Scientific classification
- Kingdom: Plantae
- Clade: Tracheophytes
- Clade: Angiosperms
- Clade: Eudicots
- Clade: Rosids
- Order: Fabales
- Family: Fabaceae
- Subfamily: Faboideae
- Genus: Trifolium
- Species: T. stoloniferum
- Binomial name: Trifolium stoloniferum Muhl. ex A. Eaton

= Trifolium stoloniferum =

- Genus: Trifolium
- Species: stoloniferum
- Authority: Muhl. ex A. Eaton
- Conservation status: G3

Species of legume

Trifolium stoloniferum, the running buffalo clover, is an endangered species of perennial clover native to the eastern and midwestern United States.

==Description==
This plant has erect, unbranched flowering stems, typically 10–50 cm tall. The apex of the stem is topped by a round flower head, subtended by two leaves. These apical leaves are typically larger than those found on stems without flowers. The flower heads are white, sometimes tinged with purple, and 2–2.5 cm diameter.

Like other clovers, running buffalo clover has leaves divided into three leaflets. It sends out long creeping runners (stolons) from its base, which grow along the ground and take root. The stems and leaves are hairless. It flowers from mid-May to June and fruits in July.

==Distribution and habitat==
The original habitat of this plant is believed to be areas of rich soils in open areas among forests and prairies.

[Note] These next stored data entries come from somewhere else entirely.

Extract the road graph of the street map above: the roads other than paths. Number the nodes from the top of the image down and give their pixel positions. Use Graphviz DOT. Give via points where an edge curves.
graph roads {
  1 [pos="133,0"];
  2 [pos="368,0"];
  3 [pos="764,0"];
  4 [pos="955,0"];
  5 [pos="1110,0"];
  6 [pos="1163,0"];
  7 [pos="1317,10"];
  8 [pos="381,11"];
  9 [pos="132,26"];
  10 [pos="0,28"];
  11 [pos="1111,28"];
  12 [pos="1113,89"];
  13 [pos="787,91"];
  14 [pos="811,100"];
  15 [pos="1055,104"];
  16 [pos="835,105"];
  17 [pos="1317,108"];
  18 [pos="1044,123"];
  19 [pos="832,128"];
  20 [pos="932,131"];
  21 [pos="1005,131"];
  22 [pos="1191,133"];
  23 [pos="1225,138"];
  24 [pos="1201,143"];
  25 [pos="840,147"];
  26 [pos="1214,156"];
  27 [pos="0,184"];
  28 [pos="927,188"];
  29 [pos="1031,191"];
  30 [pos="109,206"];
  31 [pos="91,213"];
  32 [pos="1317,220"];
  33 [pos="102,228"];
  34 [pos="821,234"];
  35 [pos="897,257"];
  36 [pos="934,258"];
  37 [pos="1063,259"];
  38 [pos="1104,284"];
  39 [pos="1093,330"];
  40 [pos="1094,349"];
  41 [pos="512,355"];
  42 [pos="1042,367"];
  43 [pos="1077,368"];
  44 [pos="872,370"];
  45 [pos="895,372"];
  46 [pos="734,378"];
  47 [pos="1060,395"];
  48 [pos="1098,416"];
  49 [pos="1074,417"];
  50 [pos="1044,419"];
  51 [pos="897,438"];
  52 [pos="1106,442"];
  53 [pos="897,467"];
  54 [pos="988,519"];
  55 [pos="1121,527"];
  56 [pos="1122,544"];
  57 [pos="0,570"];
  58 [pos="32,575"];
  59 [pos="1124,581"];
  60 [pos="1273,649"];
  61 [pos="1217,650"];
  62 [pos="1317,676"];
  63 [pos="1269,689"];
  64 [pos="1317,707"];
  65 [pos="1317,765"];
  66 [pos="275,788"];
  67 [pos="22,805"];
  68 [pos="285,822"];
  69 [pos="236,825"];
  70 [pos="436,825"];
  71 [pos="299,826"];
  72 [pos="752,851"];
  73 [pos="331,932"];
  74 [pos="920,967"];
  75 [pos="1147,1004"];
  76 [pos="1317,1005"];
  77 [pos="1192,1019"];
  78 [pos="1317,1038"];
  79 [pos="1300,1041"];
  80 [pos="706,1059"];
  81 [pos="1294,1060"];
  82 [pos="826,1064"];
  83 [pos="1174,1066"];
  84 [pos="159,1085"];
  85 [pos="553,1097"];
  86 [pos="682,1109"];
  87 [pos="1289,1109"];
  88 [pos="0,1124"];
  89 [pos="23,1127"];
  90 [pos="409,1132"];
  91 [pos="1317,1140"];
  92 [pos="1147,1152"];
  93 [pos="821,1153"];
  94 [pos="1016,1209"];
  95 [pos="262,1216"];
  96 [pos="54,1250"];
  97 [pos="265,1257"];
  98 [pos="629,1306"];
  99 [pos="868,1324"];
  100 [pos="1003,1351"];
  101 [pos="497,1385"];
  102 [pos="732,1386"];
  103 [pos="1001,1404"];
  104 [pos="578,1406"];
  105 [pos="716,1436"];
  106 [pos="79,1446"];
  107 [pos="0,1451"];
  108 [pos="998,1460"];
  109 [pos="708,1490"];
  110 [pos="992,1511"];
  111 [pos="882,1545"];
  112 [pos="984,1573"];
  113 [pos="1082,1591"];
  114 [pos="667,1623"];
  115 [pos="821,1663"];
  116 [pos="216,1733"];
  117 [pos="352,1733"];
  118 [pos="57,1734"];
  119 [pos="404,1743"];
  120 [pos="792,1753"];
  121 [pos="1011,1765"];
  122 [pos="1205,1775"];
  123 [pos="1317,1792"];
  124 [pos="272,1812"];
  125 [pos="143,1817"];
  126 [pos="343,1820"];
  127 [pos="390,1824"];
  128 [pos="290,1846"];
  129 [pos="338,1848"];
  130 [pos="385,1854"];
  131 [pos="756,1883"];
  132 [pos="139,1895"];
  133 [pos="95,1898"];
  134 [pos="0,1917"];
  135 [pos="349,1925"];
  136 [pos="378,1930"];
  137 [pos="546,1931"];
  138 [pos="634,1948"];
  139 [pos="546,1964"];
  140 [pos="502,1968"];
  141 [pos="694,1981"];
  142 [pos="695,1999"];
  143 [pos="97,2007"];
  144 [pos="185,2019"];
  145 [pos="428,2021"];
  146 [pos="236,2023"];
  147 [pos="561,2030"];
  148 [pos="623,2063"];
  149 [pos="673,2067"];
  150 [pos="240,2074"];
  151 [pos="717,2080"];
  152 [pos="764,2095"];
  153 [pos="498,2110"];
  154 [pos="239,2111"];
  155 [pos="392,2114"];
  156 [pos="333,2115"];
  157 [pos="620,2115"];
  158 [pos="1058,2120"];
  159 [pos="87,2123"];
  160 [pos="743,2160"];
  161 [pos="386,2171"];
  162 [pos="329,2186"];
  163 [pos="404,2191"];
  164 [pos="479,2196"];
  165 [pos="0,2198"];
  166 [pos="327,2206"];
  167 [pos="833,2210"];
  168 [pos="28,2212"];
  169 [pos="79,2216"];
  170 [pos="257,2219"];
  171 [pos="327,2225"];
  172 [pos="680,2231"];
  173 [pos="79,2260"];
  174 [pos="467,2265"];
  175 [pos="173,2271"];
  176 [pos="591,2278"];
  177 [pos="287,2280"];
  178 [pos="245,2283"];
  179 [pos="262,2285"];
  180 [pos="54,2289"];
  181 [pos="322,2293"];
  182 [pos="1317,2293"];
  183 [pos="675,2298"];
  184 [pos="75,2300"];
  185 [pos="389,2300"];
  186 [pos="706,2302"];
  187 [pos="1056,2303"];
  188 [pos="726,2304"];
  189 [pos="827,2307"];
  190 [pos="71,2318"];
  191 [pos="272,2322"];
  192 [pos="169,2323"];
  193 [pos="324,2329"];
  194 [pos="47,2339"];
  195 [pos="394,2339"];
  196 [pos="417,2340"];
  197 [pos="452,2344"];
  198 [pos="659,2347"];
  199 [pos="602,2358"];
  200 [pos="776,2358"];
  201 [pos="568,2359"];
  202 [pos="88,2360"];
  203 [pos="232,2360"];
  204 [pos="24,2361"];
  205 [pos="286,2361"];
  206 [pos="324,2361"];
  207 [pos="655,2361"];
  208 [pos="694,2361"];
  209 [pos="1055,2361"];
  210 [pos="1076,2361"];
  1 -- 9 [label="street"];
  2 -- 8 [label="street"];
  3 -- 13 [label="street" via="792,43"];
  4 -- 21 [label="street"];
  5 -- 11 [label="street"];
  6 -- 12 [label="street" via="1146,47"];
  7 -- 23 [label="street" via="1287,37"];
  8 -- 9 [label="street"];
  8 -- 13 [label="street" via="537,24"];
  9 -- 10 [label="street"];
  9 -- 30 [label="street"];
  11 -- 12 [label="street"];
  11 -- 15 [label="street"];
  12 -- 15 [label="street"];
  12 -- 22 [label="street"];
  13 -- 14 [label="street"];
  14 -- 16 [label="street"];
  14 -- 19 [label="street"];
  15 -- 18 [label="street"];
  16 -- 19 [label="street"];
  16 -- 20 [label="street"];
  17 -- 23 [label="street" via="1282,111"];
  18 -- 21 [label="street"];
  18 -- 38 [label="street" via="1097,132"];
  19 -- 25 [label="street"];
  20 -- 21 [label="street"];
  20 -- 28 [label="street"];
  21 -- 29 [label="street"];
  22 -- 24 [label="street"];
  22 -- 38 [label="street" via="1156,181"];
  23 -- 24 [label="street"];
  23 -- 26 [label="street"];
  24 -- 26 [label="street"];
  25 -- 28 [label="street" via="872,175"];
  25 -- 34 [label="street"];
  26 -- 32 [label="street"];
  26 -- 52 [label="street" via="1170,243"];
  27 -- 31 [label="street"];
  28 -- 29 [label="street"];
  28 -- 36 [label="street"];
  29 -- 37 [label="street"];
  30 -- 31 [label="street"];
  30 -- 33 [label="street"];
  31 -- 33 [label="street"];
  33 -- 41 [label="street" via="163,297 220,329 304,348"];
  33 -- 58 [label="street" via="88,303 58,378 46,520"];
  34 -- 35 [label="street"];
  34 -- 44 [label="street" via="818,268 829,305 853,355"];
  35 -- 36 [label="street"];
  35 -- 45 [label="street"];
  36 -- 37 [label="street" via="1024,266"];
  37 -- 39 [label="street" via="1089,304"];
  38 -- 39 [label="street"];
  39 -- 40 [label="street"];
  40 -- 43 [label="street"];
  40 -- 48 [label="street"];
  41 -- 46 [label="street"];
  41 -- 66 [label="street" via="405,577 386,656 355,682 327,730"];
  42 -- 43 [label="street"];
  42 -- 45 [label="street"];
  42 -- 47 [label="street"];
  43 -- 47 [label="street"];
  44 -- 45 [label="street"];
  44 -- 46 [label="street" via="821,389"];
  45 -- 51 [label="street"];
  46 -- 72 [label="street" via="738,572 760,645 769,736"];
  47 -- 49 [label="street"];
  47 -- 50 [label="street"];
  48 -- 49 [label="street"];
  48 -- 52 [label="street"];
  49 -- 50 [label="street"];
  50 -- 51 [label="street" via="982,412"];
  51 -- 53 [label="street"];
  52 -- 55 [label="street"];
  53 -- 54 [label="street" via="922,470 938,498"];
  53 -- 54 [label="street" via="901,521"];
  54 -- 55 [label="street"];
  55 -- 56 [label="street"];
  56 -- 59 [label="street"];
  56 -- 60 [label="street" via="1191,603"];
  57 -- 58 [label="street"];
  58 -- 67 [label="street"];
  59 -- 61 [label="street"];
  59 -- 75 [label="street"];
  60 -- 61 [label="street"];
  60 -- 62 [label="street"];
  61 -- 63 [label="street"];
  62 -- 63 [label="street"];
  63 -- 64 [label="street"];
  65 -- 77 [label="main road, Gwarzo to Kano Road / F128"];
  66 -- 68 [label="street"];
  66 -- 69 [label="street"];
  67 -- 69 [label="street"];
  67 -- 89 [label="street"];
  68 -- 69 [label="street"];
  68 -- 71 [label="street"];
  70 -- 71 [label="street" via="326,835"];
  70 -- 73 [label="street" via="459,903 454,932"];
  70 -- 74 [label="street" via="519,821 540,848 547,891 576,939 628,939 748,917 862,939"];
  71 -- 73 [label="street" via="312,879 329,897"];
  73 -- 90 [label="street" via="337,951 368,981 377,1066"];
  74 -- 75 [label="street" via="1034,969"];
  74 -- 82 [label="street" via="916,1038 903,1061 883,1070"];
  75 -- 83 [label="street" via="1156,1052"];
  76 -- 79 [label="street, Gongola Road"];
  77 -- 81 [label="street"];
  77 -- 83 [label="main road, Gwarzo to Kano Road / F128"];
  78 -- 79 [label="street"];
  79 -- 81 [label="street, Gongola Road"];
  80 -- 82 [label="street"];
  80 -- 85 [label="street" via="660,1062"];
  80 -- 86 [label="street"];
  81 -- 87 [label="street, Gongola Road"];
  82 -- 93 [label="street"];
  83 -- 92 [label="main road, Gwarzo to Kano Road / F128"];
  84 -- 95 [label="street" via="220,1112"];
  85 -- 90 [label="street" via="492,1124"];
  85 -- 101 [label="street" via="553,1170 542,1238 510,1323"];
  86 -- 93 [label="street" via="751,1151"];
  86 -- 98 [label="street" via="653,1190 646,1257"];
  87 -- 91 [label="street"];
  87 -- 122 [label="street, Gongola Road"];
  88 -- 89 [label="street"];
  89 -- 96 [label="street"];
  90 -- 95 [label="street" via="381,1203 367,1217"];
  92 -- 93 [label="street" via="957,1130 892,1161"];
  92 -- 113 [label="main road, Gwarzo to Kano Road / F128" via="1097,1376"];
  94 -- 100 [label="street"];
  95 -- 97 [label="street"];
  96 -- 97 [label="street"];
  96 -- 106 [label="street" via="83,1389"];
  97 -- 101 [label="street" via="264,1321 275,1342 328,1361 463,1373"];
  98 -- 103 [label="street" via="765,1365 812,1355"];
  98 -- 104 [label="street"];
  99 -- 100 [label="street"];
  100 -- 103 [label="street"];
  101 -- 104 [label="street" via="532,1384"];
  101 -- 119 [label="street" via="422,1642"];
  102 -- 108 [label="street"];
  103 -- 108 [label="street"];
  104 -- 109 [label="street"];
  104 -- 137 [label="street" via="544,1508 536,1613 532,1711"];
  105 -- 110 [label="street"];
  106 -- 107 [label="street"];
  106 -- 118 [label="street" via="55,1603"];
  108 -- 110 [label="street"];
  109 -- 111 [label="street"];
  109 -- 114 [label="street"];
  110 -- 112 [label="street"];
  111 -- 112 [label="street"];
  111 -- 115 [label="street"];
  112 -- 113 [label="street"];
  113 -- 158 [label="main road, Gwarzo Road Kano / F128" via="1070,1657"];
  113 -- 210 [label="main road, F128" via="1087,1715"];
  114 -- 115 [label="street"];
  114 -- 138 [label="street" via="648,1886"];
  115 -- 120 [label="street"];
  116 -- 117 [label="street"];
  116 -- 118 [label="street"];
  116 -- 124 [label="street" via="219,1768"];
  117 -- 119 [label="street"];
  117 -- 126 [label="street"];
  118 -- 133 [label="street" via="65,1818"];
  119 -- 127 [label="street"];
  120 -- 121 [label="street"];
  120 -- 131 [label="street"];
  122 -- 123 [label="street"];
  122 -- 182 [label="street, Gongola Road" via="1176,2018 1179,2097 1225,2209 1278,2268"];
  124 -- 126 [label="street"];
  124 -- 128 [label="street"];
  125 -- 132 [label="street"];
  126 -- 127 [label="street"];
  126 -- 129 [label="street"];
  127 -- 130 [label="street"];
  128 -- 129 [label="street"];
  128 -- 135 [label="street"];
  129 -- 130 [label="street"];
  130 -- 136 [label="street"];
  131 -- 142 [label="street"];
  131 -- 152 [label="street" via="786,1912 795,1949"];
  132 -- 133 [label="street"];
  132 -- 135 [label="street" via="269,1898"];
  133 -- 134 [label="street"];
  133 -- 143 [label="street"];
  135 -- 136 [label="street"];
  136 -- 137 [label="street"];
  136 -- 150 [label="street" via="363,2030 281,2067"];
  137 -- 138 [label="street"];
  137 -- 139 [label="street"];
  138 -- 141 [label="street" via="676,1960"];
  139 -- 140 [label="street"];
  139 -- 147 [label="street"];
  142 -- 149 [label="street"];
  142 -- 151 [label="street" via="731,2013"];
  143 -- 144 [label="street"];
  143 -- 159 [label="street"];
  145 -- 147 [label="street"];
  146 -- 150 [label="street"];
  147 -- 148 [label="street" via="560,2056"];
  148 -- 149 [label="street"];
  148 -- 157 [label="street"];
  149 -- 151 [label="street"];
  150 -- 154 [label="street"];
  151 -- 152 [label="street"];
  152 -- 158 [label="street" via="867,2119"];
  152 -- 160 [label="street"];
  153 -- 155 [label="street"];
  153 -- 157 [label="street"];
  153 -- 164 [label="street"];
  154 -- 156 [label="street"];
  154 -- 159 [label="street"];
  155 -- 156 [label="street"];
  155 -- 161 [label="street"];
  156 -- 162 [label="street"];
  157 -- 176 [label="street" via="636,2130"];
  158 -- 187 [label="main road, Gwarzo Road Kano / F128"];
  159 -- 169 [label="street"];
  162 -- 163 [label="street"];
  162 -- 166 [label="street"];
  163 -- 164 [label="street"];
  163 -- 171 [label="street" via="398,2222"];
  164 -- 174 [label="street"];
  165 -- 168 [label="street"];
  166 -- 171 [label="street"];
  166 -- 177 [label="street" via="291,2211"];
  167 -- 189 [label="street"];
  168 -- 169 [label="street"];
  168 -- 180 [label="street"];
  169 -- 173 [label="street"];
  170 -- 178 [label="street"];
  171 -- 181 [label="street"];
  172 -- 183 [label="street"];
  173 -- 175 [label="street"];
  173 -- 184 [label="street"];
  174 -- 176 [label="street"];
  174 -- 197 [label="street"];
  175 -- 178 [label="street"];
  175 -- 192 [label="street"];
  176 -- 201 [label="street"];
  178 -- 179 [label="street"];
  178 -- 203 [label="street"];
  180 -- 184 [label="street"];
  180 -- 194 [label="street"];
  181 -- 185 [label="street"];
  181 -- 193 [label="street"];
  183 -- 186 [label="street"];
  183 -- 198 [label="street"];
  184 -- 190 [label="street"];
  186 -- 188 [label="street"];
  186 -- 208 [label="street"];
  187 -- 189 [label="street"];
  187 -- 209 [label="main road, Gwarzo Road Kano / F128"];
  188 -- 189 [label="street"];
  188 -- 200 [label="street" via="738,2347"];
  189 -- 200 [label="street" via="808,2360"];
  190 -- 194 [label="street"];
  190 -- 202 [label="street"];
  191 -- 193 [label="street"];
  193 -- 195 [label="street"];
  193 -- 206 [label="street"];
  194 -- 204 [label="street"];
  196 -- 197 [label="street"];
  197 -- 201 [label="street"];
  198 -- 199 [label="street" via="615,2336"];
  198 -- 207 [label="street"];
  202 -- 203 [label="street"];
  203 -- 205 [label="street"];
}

Grazing bison probably maintained these open areas while migrating along established trails. Running buffalo clover has current populations in West Virginia, Ohio, Kentucky, Indiana, Pennsylvania and Missouri. There are also historical reports from Illinois, Kansas, and Arkansas.

Remaining running buffalo clover populations are generally small and sporadically located. It is most often rediscovered in lightly shaded woodlands along streams, but some have also been found in lawns of old home sites and cemeteries.

From 1940 to 1983 it was believed to be extinct until two populations were discovered in West Virginia. Since then, more populations have been found in the US but it still remains one of the most imperiled plants in North America.

==Threats==
Historical records show that running buffalo clover was once abundant in certain parts of its range, but it rapidly disappeared upon pioneer settlement. The reasons for this plant's decline are not known entirely, but they are believed to be directly related to the disappearance of large herbivores from the plant's habitat. This species appears to have been dependent upon the woodland disturbance created by large animals, especially the bison. Many of the species' old records were in proximity to bison licks and trails. Other causes may include competition from introduced species and habitat loss.

Running buffalo clover is also the only known species of Trifolium that has no apparent rhizobial association. Rhizobia typically nodulate the roots of Trifolium, increasing nitrogen availability to the plant. It is unknown whether T. stoloniferum has lost the ability to associate with rhizobia due to the high nitrogen environment associated with bison, or if the rhizobial associate is extinct due to either the decline of the clover or from competition with rhizobia that was introduced with exotic clovers.